[Stored data entries]
· · · · ·

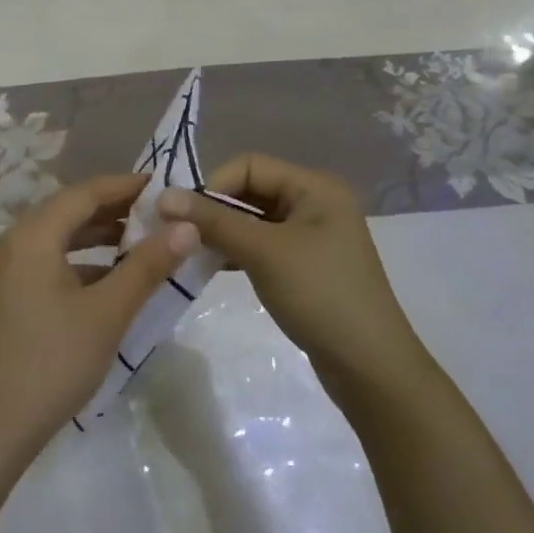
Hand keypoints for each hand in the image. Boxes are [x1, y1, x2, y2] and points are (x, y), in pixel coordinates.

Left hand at [0, 174, 196, 470]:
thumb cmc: (52, 362)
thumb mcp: (108, 312)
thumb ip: (147, 265)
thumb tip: (187, 226)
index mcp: (31, 236)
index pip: (84, 193)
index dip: (125, 186)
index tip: (163, 186)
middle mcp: (11, 243)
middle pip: (67, 211)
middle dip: (113, 209)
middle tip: (158, 212)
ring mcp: (2, 271)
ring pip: (56, 237)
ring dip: (96, 236)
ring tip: (140, 240)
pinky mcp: (2, 296)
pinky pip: (45, 261)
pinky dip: (78, 261)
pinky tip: (108, 279)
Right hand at [158, 154, 427, 402]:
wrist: (370, 367)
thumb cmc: (319, 295)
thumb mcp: (263, 252)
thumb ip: (213, 221)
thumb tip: (164, 197)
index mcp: (315, 187)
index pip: (250, 165)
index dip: (213, 184)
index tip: (180, 214)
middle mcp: (316, 202)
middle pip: (252, 189)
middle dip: (214, 208)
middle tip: (177, 233)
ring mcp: (312, 235)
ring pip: (254, 219)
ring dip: (222, 231)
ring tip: (188, 250)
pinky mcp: (305, 265)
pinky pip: (262, 245)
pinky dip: (236, 250)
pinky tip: (211, 265)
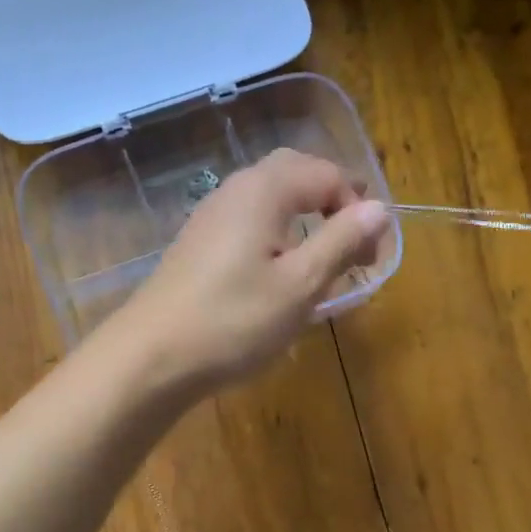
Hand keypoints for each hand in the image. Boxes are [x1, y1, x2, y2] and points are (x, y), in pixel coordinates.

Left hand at [109, 148, 389, 393]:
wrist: (151, 357)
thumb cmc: (233, 321)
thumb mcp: (300, 285)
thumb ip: (341, 241)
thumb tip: (379, 208)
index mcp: (265, 190)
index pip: (328, 174)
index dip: (358, 208)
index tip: (372, 256)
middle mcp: (236, 190)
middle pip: (297, 174)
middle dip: (332, 204)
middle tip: (353, 247)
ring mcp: (211, 216)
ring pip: (271, 199)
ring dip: (305, 220)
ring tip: (322, 265)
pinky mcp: (198, 244)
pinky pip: (250, 222)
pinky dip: (278, 237)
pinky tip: (279, 277)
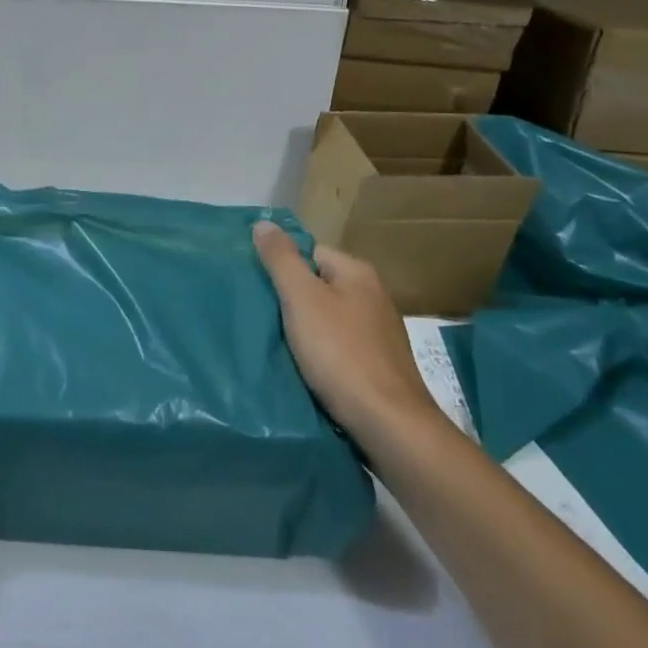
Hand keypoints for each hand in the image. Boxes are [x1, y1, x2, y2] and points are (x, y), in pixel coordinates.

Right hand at [253, 221, 439, 445]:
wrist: (389, 424)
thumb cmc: (341, 354)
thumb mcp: (302, 299)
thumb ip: (281, 259)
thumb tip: (264, 222)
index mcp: (357, 272)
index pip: (309, 252)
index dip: (282, 267)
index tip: (258, 288)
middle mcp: (373, 295)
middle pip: (318, 285)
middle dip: (292, 299)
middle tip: (263, 315)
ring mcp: (380, 332)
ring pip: (328, 318)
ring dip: (305, 329)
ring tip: (277, 343)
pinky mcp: (380, 365)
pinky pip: (340, 346)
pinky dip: (322, 353)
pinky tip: (307, 368)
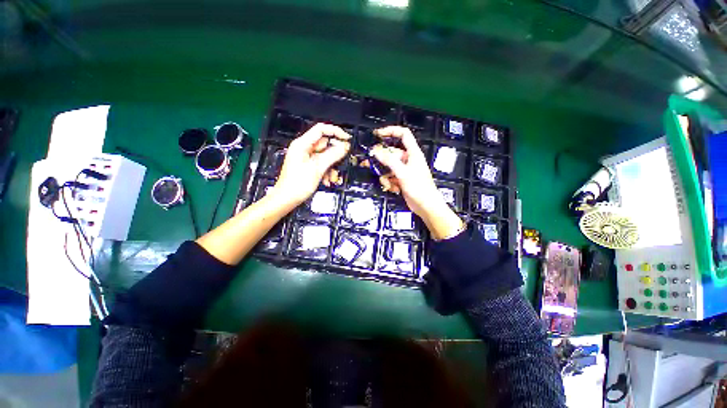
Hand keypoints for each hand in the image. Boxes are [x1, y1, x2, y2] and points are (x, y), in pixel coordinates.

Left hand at [272, 123, 350, 206]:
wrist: (287, 199)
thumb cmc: (297, 184)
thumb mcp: (318, 168)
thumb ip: (332, 155)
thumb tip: (344, 146)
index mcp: (302, 144)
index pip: (321, 129)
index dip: (335, 131)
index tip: (346, 139)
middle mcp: (304, 148)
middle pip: (325, 144)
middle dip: (334, 155)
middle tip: (340, 162)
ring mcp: (306, 157)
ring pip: (325, 156)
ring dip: (331, 166)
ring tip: (332, 176)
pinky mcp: (308, 165)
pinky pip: (321, 163)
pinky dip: (326, 171)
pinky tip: (327, 180)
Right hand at [370, 126, 463, 239]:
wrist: (426, 206)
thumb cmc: (419, 188)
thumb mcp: (402, 173)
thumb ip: (389, 161)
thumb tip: (376, 151)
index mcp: (413, 153)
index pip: (403, 135)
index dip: (391, 131)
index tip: (378, 134)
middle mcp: (408, 159)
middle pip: (391, 153)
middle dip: (381, 160)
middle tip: (367, 162)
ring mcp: (404, 170)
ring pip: (388, 167)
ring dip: (385, 175)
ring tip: (388, 184)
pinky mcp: (401, 179)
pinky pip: (390, 176)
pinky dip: (389, 182)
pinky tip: (393, 189)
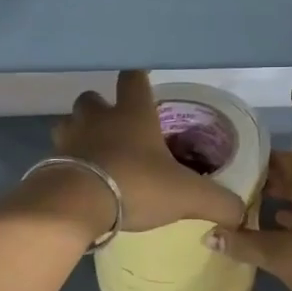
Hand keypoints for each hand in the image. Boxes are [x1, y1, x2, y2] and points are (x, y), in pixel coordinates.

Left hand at [52, 71, 245, 233]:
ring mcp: (70, 138)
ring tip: (95, 153)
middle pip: (92, 98)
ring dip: (79, 132)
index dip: (139, 78)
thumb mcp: (187, 196)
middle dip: (102, 108)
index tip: (144, 84)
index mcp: (133, 113)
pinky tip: (81, 180)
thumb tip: (241, 212)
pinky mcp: (50, 162)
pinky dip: (67, 162)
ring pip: (69, 123)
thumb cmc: (136, 184)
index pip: (134, 78)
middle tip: (116, 128)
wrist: (76, 204)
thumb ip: (218, 202)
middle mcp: (98, 118)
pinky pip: (57, 155)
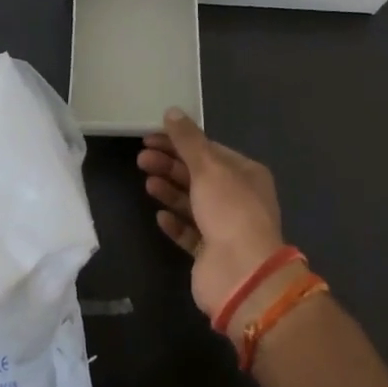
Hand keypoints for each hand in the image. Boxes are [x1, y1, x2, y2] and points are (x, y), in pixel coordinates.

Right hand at [138, 109, 286, 322]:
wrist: (242, 274)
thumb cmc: (229, 211)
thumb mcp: (208, 167)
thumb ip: (188, 140)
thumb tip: (172, 112)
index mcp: (246, 174)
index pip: (209, 150)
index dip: (180, 142)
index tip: (150, 137)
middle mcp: (239, 199)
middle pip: (199, 175)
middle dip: (170, 165)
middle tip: (141, 159)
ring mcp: (226, 228)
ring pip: (193, 203)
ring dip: (170, 190)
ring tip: (147, 182)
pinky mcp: (211, 254)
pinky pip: (190, 233)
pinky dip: (175, 222)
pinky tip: (159, 215)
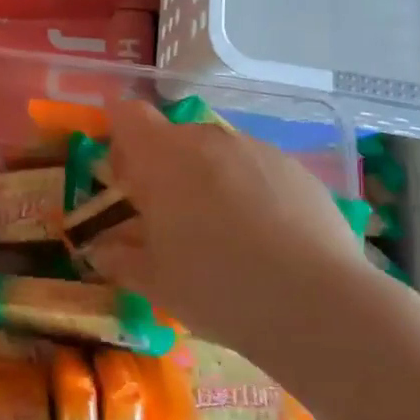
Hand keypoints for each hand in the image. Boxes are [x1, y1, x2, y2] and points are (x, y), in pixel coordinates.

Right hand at [87, 100, 373, 368]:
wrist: (318, 304)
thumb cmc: (216, 287)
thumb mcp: (155, 282)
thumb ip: (120, 259)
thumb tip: (101, 250)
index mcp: (161, 156)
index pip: (127, 115)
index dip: (120, 138)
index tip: (125, 176)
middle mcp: (206, 139)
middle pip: (173, 136)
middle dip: (166, 167)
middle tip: (172, 218)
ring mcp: (255, 149)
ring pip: (217, 153)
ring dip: (209, 179)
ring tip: (224, 232)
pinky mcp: (296, 168)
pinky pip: (257, 169)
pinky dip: (251, 191)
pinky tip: (267, 239)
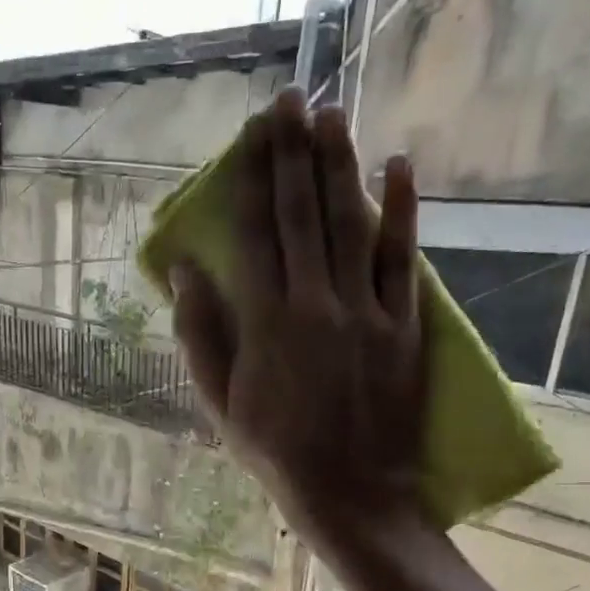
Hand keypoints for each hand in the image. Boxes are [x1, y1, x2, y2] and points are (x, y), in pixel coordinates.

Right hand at [171, 89, 425, 543]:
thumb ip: (200, 337)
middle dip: (293, 154)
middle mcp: (315, 303)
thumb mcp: (219, 403)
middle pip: (302, 216)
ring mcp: (365, 311)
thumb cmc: (274, 450)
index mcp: (265, 323)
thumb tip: (185, 274)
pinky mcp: (404, 324)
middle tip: (290, 100)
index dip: (250, 180)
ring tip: (332, 116)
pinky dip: (402, 213)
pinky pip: (404, 260)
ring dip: (341, 167)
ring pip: (352, 225)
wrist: (350, 490)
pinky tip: (400, 169)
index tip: (250, 135)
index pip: (255, 236)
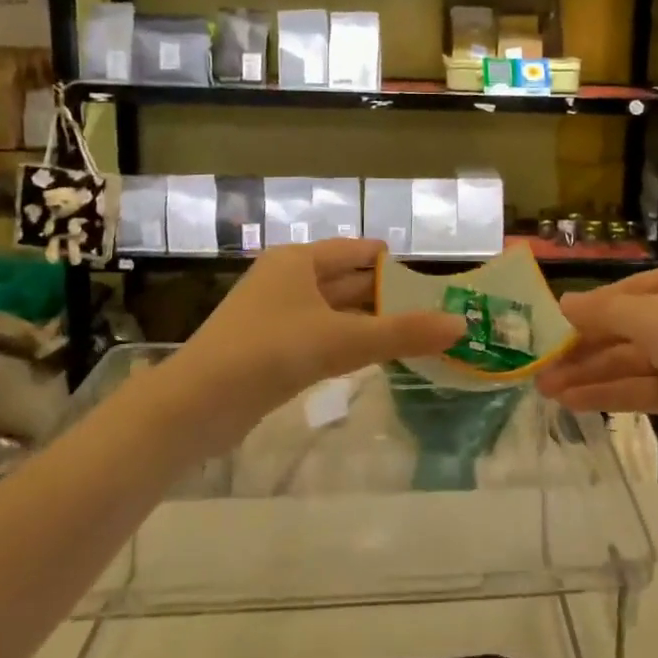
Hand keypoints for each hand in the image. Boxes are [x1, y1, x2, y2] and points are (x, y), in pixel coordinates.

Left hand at [160, 239, 463, 453]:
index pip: (357, 251)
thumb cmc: (269, 353)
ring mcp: (275, 314)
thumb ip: (402, 333)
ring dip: (368, 322)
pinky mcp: (269, 348)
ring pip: (334, 311)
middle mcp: (287, 279)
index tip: (430, 278)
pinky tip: (372, 358)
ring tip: (412, 334)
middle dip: (387, 295)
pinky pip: (320, 336)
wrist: (196, 405)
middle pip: (347, 281)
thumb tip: (461, 325)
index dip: (393, 262)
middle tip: (432, 310)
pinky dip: (347, 342)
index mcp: (299, 261)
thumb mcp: (342, 340)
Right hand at [537, 262, 657, 466]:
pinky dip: (614, 394)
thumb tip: (563, 302)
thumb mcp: (657, 320)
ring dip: (591, 375)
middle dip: (583, 350)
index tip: (546, 332)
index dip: (585, 313)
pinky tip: (577, 403)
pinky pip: (647, 387)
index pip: (624, 293)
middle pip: (626, 329)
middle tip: (538, 370)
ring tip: (548, 392)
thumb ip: (606, 311)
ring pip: (633, 362)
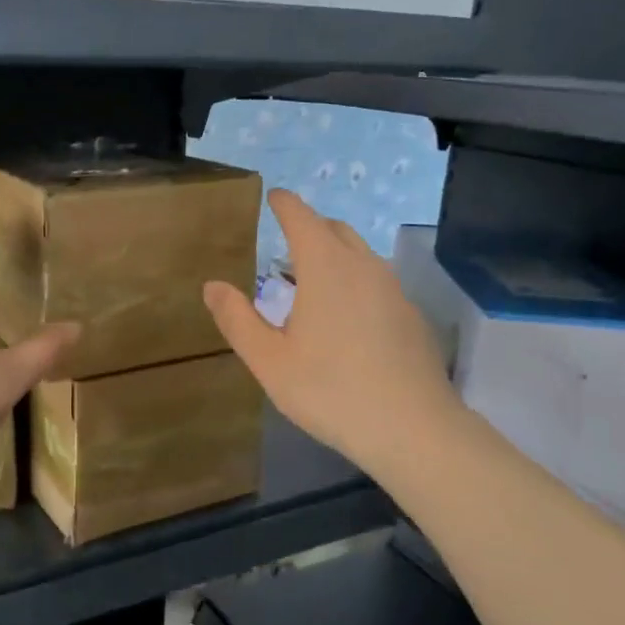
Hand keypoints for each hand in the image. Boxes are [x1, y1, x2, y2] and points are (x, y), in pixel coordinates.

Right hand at [203, 190, 457, 474]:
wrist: (413, 428)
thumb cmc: (330, 391)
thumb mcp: (269, 361)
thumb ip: (237, 319)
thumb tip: (212, 286)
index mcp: (326, 267)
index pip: (302, 218)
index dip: (285, 204)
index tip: (274, 196)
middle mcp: (363, 266)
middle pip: (335, 229)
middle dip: (310, 226)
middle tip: (288, 240)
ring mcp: (394, 290)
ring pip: (360, 255)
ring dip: (334, 254)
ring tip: (313, 280)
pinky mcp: (411, 315)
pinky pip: (377, 282)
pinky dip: (355, 281)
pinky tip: (346, 318)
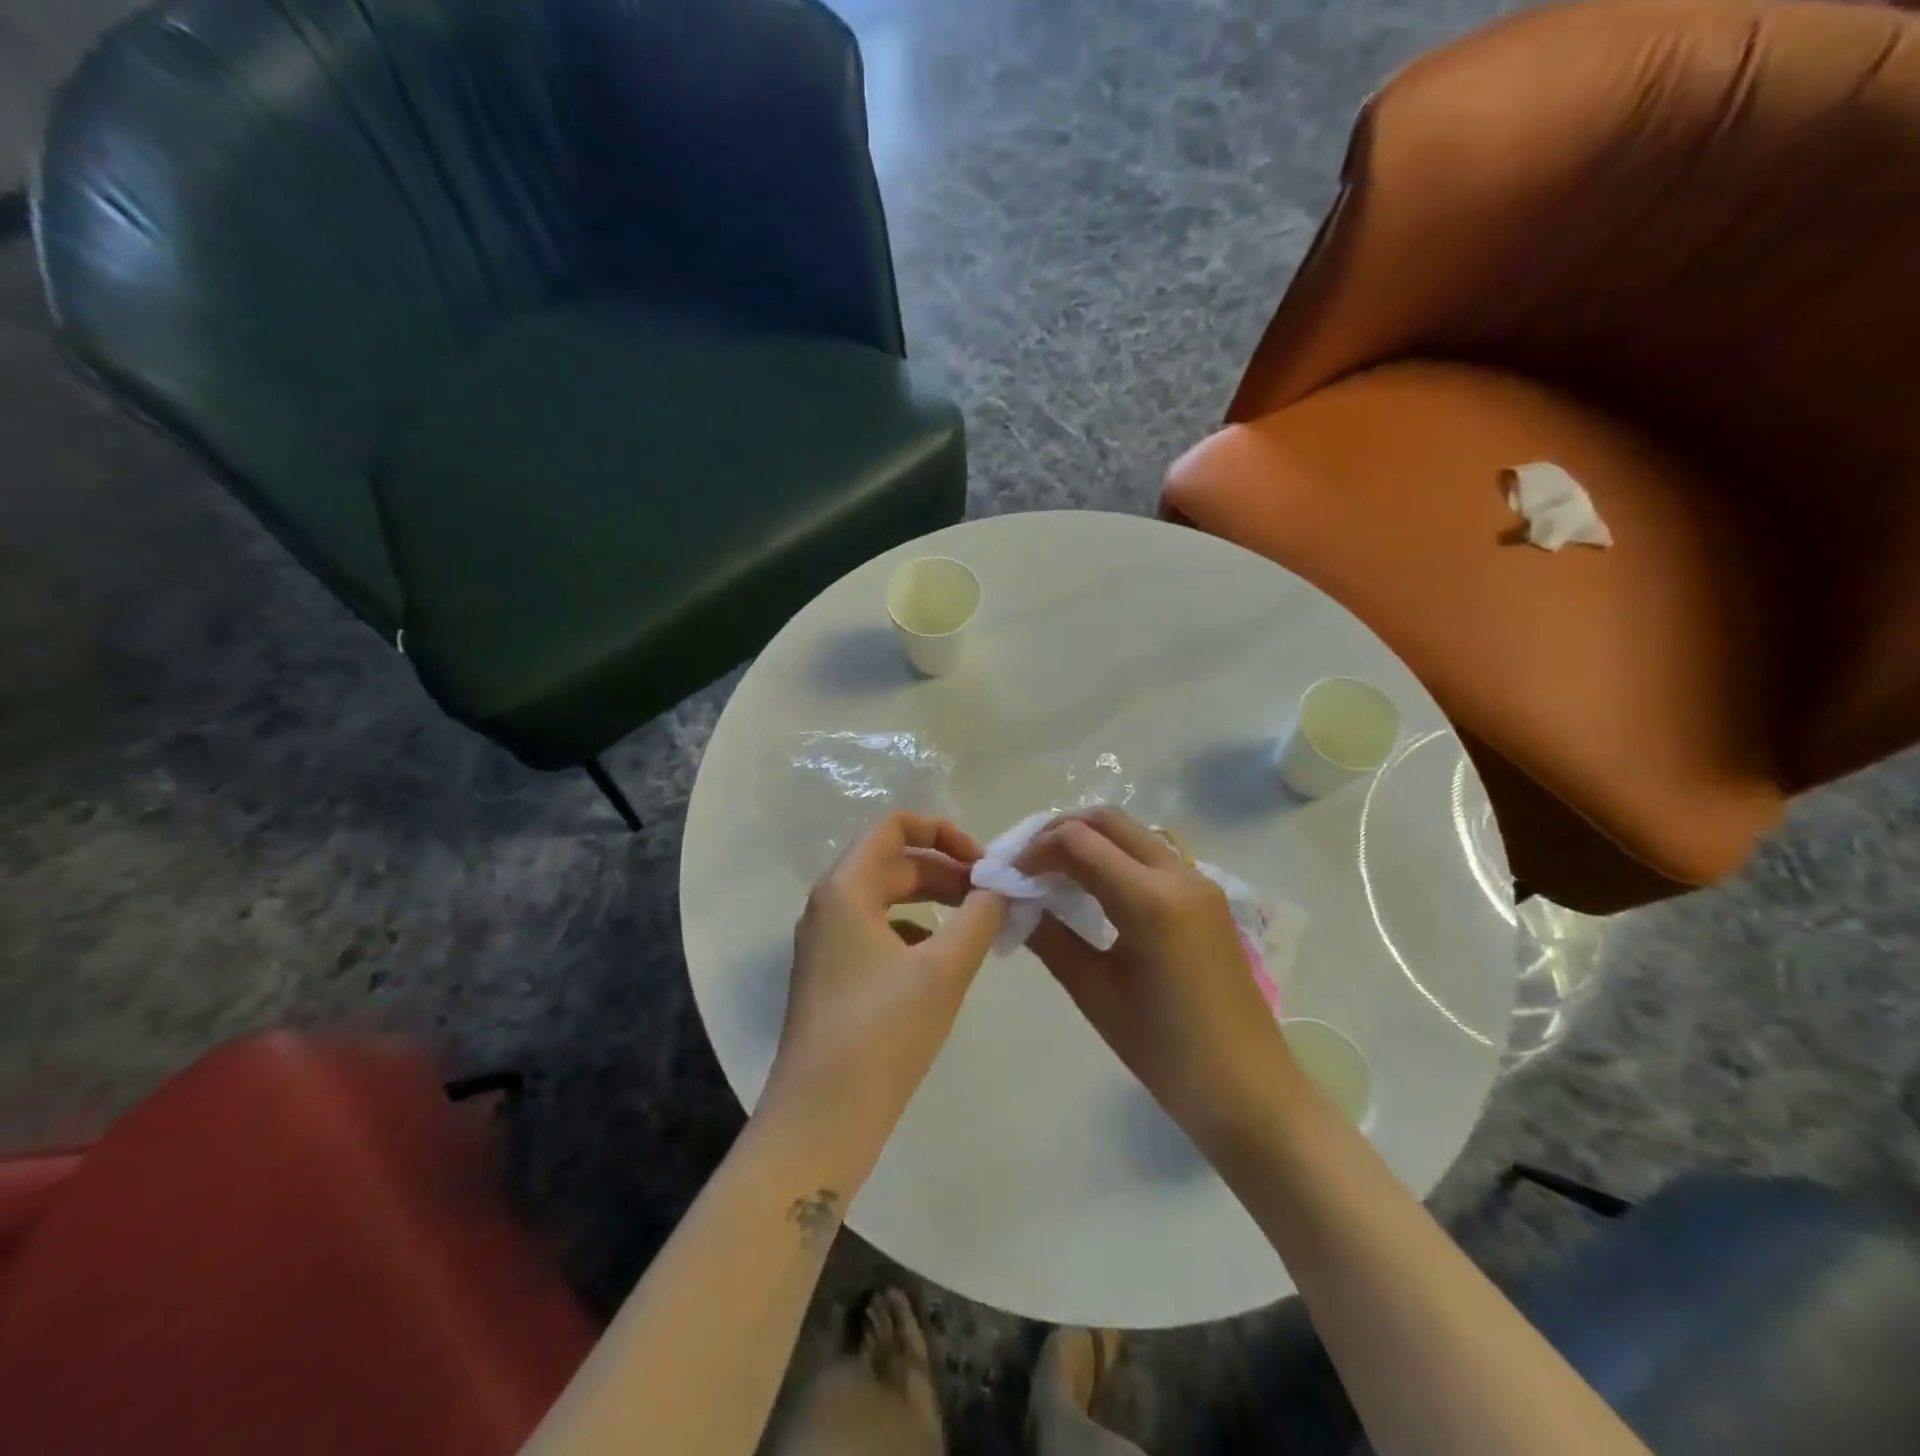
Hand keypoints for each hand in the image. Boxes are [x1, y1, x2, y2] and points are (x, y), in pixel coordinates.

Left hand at [761, 812, 1005, 1188]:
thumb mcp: (943, 970)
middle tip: (991, 897)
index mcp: (846, 888)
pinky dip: (914, 930)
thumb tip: (1002, 886)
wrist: (821, 1119)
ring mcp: (826, 941)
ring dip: (932, 899)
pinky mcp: (832, 973)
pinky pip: (878, 930)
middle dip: (945, 870)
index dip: (942, 832)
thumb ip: (979, 917)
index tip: (982, 863)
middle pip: (893, 862)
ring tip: (975, 923)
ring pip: (886, 897)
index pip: (894, 826)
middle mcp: (829, 904)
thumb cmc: (883, 1033)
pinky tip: (941, 960)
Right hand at [1019, 808, 1298, 1155]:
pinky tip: (1095, 890)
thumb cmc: (1165, 1052)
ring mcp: (1199, 882)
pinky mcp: (1208, 896)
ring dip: (1090, 840)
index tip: (1009, 877)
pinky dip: (1116, 856)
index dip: (1035, 850)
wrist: (1248, 1090)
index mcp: (1150, 900)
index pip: (1078, 841)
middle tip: (1028, 866)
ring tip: (1055, 875)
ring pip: (1133, 832)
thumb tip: (1013, 903)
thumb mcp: (1095, 993)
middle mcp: (1178, 875)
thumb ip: (1050, 939)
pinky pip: (1152, 855)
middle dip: (1060, 832)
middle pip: (1108, 820)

· · · · ·

DIRECTIONS FOR THIS TASK: Write out exactly the lines above, from the very first through the line containing "wrist: (370, 367)", both kept, with the pictures removed.

REPLY TO THE TASK:
Hand keypoints for each hand in the image. Boxes are [x1, y1, x2, y2] and points are (x, y), in pixel coordinates.

Left hand at [0, 174, 196, 470]:
thumb cmc: (52, 362)
thumb mcp: (108, 312)
thumb ip: (147, 265)
thumb tip: (187, 226)
index mcp: (31, 236)
index pip: (84, 193)
index dip: (125, 186)
index tip: (163, 186)
middle mcp: (11, 243)
middle pip: (67, 211)
middle dip: (113, 209)
middle tip: (158, 212)
ring mcp: (2, 271)
ring pip: (56, 237)
ring dip: (96, 236)
ring tip: (140, 240)
pinky mcp: (2, 296)
pinky pip: (45, 261)
pinky dip: (78, 261)
pinky tip: (108, 279)
Right hand at [158, 154, 427, 402]:
wrist: (370, 367)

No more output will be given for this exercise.